I’ve been blessed in my life. I’ve had eighteen dogs, all of whom were sweet and loving. I’ve never had an aggressive dog with the exception of one – Huggy Bear. Huggy was a black Great Dane that came to us when he was just a pup. Big floppy ears, giant paws, and a single white spot on his chest – he’s going to be a perfect dog for our four young children, I thought. And he was, for the most part, until he was about three months old. Huggy Bear began having difficulty walking and would lose his balance and fall down. He was unable to get up without assistance and when I would try to restore him back to an upright position he would bare his teeth and growl. I took him to a vet only to discover that he had a rare bone disorder that caused him to be in a lot of pain. That explained the progression from growling to biting. It was no longer safe to allow him near my children, or any other person for that matter. Sadly, I had to find him a new home.

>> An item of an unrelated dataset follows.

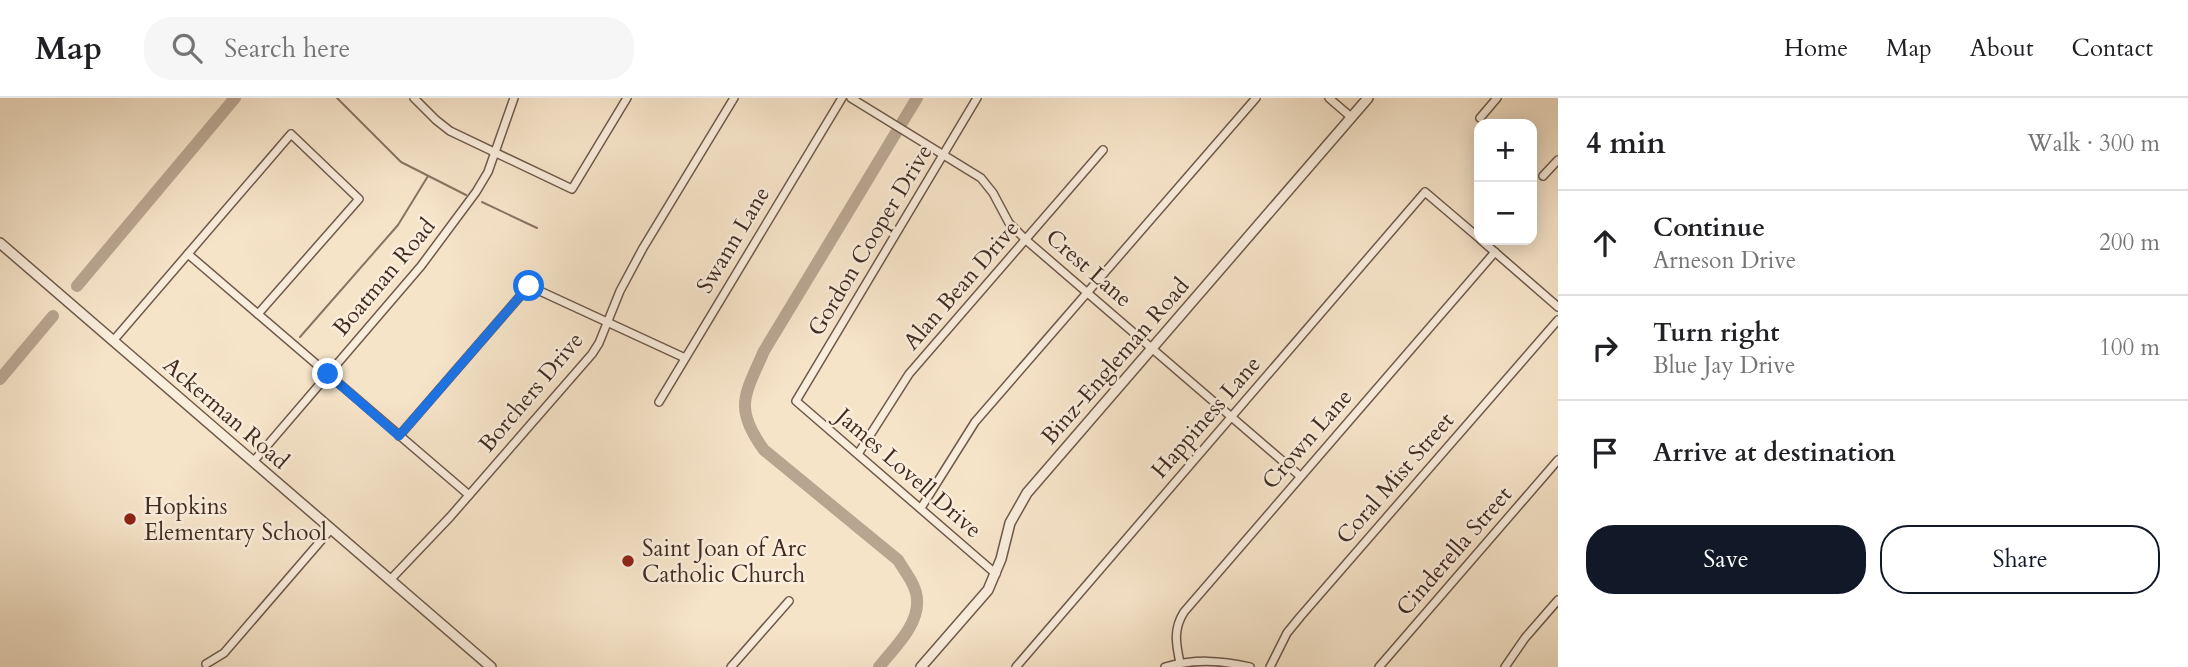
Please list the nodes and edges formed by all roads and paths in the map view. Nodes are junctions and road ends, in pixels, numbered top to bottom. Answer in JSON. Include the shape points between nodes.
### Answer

Huggy Bear wasn’t a bad dog and this experience didn’t sour me on getting other canines (as you can tell the numbers of furry companions I’ve acquired over the years). I knew enough about animals to know that an animal that is frightened or in pain will do whatever it has to do to protect itself. If possible, it will run away. If cornered, it will lash out and fight. Self-preservation is a natural instinct built into every animal and human on the planet.
Human beings have a inherent fight or flight response pre programmed into their DNA. Few are aware of the amount of latent pain and unexpressed fear they carry within them. Being beaten as a child, losing a parent to a terminal illness, making a critical error that cost your team the championship – each painful, embarrassing, humiliating, or frightening experience we have that is left untreated continues to haunt us well into adulthood. Events in later years may trigger painful memories and arouse buried feelings that cause us to lash out with anger. Fear, hurt, and frustration all have the potential to convert to aggressive behaviors. What is universal in all of us is in no way reflective of our fundamental value since behavior is merely an outward expression of inward feelings.
Aggressive humans or canines can be a threat to our well-being. We have a right to remove ourselves from their presence and in some circumstances that may be the wisest option. However, as adults we have a responsibility to first-and-foremost examine our own behavior to see if it falls into the category of aggressive or damaging. If so, we must seek the underlying causes of our anger and work towards healing it. In others, whenever possible and only if there is no immediate risk to your person, reach out with understanding, compassion, and thoughtfulness. It may be exactly what the other party needs to soothe their pain, calm their fears, and allow you into the depths of their soul where you can encourage the healing to begin.
Had I been more knowledgeable at that time, I might have been able to work with Huggy Bear to help him navigate beyond his fear. But I was young and ignorant, and fully unprepared for the task. I’ve since matured and educated myself and now feel it is essential for me to reach out to those who are struggling with their personal demons and be a healer to those who are suffering. I do so with both my human and canine connections.